### Exercise brief:
Repeat each record word for word. Leave nothing out.

----- Data for processing

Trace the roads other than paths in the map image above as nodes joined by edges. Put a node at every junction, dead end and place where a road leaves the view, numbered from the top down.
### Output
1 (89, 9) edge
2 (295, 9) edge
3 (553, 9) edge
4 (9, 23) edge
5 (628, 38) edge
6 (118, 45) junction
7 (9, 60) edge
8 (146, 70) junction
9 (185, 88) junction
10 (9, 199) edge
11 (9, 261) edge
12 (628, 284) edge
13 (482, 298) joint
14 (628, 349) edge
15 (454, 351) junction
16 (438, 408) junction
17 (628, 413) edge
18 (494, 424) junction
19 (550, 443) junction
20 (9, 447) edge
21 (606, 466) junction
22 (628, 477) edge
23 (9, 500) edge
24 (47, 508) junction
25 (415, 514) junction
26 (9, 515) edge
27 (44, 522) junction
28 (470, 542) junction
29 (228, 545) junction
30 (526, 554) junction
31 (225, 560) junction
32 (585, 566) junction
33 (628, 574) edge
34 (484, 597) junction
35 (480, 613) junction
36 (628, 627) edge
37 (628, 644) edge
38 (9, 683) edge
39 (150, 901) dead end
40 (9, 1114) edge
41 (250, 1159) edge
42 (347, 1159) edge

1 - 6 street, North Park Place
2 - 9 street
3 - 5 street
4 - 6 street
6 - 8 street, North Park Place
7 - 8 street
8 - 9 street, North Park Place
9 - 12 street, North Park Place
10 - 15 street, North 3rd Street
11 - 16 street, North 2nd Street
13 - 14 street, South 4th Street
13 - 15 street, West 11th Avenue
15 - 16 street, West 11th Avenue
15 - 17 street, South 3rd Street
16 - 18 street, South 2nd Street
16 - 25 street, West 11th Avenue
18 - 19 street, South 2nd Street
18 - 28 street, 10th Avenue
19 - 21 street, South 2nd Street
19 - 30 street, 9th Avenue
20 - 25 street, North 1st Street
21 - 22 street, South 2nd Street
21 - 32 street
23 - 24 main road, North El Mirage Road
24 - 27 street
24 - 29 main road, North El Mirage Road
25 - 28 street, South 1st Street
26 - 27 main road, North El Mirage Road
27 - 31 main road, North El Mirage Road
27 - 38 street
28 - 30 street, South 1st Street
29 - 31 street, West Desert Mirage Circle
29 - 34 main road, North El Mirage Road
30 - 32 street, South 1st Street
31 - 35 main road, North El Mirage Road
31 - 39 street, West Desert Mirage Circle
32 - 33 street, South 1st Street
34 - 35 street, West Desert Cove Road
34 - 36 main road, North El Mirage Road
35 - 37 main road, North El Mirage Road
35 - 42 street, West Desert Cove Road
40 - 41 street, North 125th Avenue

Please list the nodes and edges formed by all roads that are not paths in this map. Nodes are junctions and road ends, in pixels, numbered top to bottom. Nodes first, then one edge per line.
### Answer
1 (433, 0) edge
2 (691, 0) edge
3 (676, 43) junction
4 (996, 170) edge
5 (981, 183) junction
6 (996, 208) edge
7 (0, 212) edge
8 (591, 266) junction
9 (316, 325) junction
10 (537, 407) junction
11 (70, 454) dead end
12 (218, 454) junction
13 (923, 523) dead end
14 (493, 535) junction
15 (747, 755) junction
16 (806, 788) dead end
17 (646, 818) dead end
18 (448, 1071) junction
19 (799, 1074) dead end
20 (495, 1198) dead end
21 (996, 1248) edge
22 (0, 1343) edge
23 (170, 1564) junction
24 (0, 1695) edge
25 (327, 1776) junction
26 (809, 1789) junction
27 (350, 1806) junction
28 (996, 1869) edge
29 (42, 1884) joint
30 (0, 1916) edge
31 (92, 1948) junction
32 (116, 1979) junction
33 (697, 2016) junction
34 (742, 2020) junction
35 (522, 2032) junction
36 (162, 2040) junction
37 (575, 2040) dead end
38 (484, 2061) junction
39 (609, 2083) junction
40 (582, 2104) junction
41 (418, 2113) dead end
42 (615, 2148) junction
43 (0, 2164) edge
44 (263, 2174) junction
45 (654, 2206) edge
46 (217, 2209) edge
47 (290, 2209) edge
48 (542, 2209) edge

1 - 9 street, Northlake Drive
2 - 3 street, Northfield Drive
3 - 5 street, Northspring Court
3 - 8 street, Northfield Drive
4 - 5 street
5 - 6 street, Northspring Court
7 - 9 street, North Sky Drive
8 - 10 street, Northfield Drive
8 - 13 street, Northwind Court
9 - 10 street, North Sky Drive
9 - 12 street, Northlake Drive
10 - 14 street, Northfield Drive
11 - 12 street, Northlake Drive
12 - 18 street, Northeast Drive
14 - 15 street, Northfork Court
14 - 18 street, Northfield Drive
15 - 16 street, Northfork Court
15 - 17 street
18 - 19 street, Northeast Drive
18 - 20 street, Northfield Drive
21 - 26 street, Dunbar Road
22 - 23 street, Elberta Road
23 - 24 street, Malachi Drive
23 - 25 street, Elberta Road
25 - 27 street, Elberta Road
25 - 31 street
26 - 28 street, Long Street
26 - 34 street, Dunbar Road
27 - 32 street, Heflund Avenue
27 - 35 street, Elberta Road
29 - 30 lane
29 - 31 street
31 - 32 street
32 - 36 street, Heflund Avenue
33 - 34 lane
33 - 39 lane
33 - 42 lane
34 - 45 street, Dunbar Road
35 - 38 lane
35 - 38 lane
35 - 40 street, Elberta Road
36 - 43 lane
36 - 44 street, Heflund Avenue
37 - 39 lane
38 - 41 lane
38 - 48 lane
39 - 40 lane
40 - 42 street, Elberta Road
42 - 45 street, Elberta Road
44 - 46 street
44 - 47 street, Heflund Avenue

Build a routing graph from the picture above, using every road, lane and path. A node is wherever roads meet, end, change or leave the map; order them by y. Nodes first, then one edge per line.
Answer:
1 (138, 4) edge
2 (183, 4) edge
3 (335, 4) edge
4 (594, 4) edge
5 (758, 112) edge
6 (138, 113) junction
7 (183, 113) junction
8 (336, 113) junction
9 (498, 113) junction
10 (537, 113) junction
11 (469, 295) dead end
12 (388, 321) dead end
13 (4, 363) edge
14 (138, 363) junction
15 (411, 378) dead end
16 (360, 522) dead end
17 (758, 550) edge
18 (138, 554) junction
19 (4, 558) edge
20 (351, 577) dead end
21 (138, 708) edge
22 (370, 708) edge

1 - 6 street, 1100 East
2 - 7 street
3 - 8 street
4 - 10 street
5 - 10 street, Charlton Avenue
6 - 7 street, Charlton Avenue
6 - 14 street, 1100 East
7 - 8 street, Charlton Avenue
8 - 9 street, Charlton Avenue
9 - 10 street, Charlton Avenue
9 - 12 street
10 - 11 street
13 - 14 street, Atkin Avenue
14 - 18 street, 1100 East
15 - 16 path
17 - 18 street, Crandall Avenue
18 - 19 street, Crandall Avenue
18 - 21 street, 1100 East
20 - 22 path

----------

### Answer space:
Trace the roads other than paths in the map image above as nodes joined by edges. Put a node at every junction, dead end and place where a road leaves the view, numbered from the top down.
### Output
1 (89, 9) edge
2 (295, 9) edge
3 (553, 9) edge
4 (9, 23) edge
5 (628, 38) edge
6 (118, 45) junction
7 (9, 60) edge
8 (146, 70) junction
9 (185, 88) junction
10 (9, 199) edge
11 (9, 261) edge
12 (628, 284) edge
13 (482, 298) joint
14 (628, 349) edge
15 (454, 351) junction
16 (438, 408) junction
17 (628, 413) edge
18 (494, 424) junction
19 (550, 443) junction
20 (9, 447) edge
21 (606, 466) junction
22 (628, 477) edge
23 (9, 500) edge
24 (47, 508) junction
25 (415, 514) junction
26 (9, 515) edge
27 (44, 522) junction
28 (470, 542) junction
29 (228, 545) junction
30 (526, 554) junction
31 (225, 560) junction
32 (585, 566) junction
33 (628, 574) edge
34 (484, 597) junction
35 (480, 613) junction
36 (628, 627) edge
37 (628, 644) edge
38 (9, 683) edge
39 (150, 901) dead end
40 (9, 1114) edge
41 (250, 1159) edge
42 (347, 1159) edge

1 - 6 street, North Park Place
2 - 9 street
3 - 5 street
4 - 6 street
6 - 8 street, North Park Place
7 - 8 street
8 - 9 street, North Park Place
9 - 12 street, North Park Place
10 - 15 street, North 3rd Street
11 - 16 street, North 2nd Street
13 - 14 street, South 4th Street
13 - 15 street, West 11th Avenue
15 - 16 street, West 11th Avenue
15 - 17 street, South 3rd Street
16 - 18 street, South 2nd Street
16 - 25 street, West 11th Avenue
18 - 19 street, South 2nd Street
18 - 28 street, 10th Avenue
19 - 21 street, South 2nd Street
19 - 30 street, 9th Avenue
20 - 25 street, North 1st Street
21 - 22 street, South 2nd Street
21 - 32 street
23 - 24 main road, North El Mirage Road
24 - 27 street
24 - 29 main road, North El Mirage Road
25 - 28 street, South 1st Street
26 - 27 main road, North El Mirage Road
27 - 31 main road, North El Mirage Road
27 - 38 street
28 - 30 street, South 1st Street
29 - 31 street, West Desert Mirage Circle
29 - 34 main road, North El Mirage Road
30 - 32 street, South 1st Street
31 - 35 main road, North El Mirage Road
31 - 39 street, West Desert Mirage Circle
32 - 33 street, South 1st Street
34 - 35 street, West Desert Cove Road
34 - 36 main road, North El Mirage Road
35 - 37 main road, North El Mirage Road
35 - 42 street, West Desert Cove Road
40 - 41 street, North 125th Avenue

Please list the nodes and edges formed by all roads that are not paths in this map. Nodes are junctions and road ends, in pixels, numbered top to bottom. Nodes first, then one edge per line.
### Answer
1 (433, 0) edge
2 (691, 0) edge
3 (676, 43) junction
4 (996, 170) edge
5 (981, 183) junction
6 (996, 208) edge
7 (0, 212) edge
8 (591, 266) junction
9 (316, 325) junction
10 (537, 407) junction
11 (70, 454) dead end
12 (218, 454) junction
13 (923, 523) dead end
14 (493, 535) junction
15 (747, 755) junction
16 (806, 788) dead end
17 (646, 818) dead end
18 (448, 1071) junction
19 (799, 1074) dead end
20 (495, 1198) dead end
21 (996, 1248) edge
22 (0, 1343) edge
23 (170, 1564) junction
24 (0, 1695) edge
25 (327, 1776) junction
26 (809, 1789) junction
27 (350, 1806) junction
28 (996, 1869) edge
29 (42, 1884) joint
30 (0, 1916) edge
31 (92, 1948) junction
32 (116, 1979) junction
33 (697, 2016) junction
34 (742, 2020) junction
35 (522, 2032) junction
36 (162, 2040) junction
37 (575, 2040) dead end
38 (484, 2061) junction
39 (609, 2083) junction
40 (582, 2104) junction
41 (418, 2113) dead end
42 (615, 2148) junction
43 (0, 2164) edge
44 (263, 2174) junction
45 (654, 2206) edge
46 (217, 2209) edge
47 (290, 2209) edge
48 (542, 2209) edge

1 - 9 street, Northlake Drive
2 - 3 street, Northfield Drive
3 - 5 street, Northspring Court
3 - 8 street, Northfield Drive
4 - 5 street
5 - 6 street, Northspring Court
7 - 9 street, North Sky Drive
8 - 10 street, Northfield Drive
8 - 13 street, Northwind Court
9 - 10 street, North Sky Drive
9 - 12 street, Northlake Drive
10 - 14 street, Northfield Drive
11 - 12 street, Northlake Drive
12 - 18 street, Northeast Drive
14 - 15 street, Northfork Court
14 - 18 street, Northfield Drive
15 - 16 street, Northfork Court
15 - 17 street
18 - 19 street, Northeast Drive
18 - 20 street, Northfield Drive
21 - 26 street, Dunbar Road
22 - 23 street, Elberta Road
23 - 24 street, Malachi Drive
23 - 25 street, Elberta Road
25 - 27 street, Elberta Road
25 - 31 street
26 - 28 street, Long Street
26 - 34 street, Dunbar Road
27 - 32 street, Heflund Avenue
27 - 35 street, Elberta Road
29 - 30 lane
29 - 31 street
31 - 32 street
32 - 36 street, Heflund Avenue
33 - 34 lane
33 - 39 lane
33 - 42 lane
34 - 45 street, Dunbar Road
35 - 38 lane
35 - 38 lane
35 - 40 street, Elberta Road
36 - 43 lane
36 - 44 street, Heflund Avenue
37 - 39 lane
38 - 41 lane
38 - 48 lane
39 - 40 lane
40 - 42 street, Elberta Road
42 - 45 street, Elberta Road
44 - 46 street
44 - 47 street, Heflund Avenue

Build a routing graph from the picture above, using every road, lane and path. A node is wherever roads meet, end, change or leave the map; order them by y. Nodes first, then one edge per line.
Answer:
1 (138, 4) edge
2 (183, 4) edge
3 (335, 4) edge
4 (594, 4) edge
5 (758, 112) edge
6 (138, 113) junction
7 (183, 113) junction
8 (336, 113) junction
9 (498, 113) junction
10 (537, 113) junction
11 (469, 295) dead end
12 (388, 321) dead end
13 (4, 363) edge
14 (138, 363) junction
15 (411, 378) dead end
16 (360, 522) dead end
17 (758, 550) edge
18 (138, 554) junction
19 (4, 558) edge
20 (351, 577) dead end
21 (138, 708) edge
22 (370, 708) edge

1 - 6 street, 1100 East
2 - 7 street
3 - 8 street
4 - 10 street
5 - 10 street, Charlton Avenue
6 - 7 street, Charlton Avenue
6 - 14 street, 1100 East
7 - 8 street, Charlton Avenue
8 - 9 street, Charlton Avenue
9 - 10 street, Charlton Avenue
9 - 12 street
10 - 11 street
13 - 14 street, Atkin Avenue
14 - 18 street, 1100 East
15 - 16 path
17 - 18 street, Crandall Avenue
18 - 19 street, Crandall Avenue
18 - 21 street, 1100 East
20 - 22 path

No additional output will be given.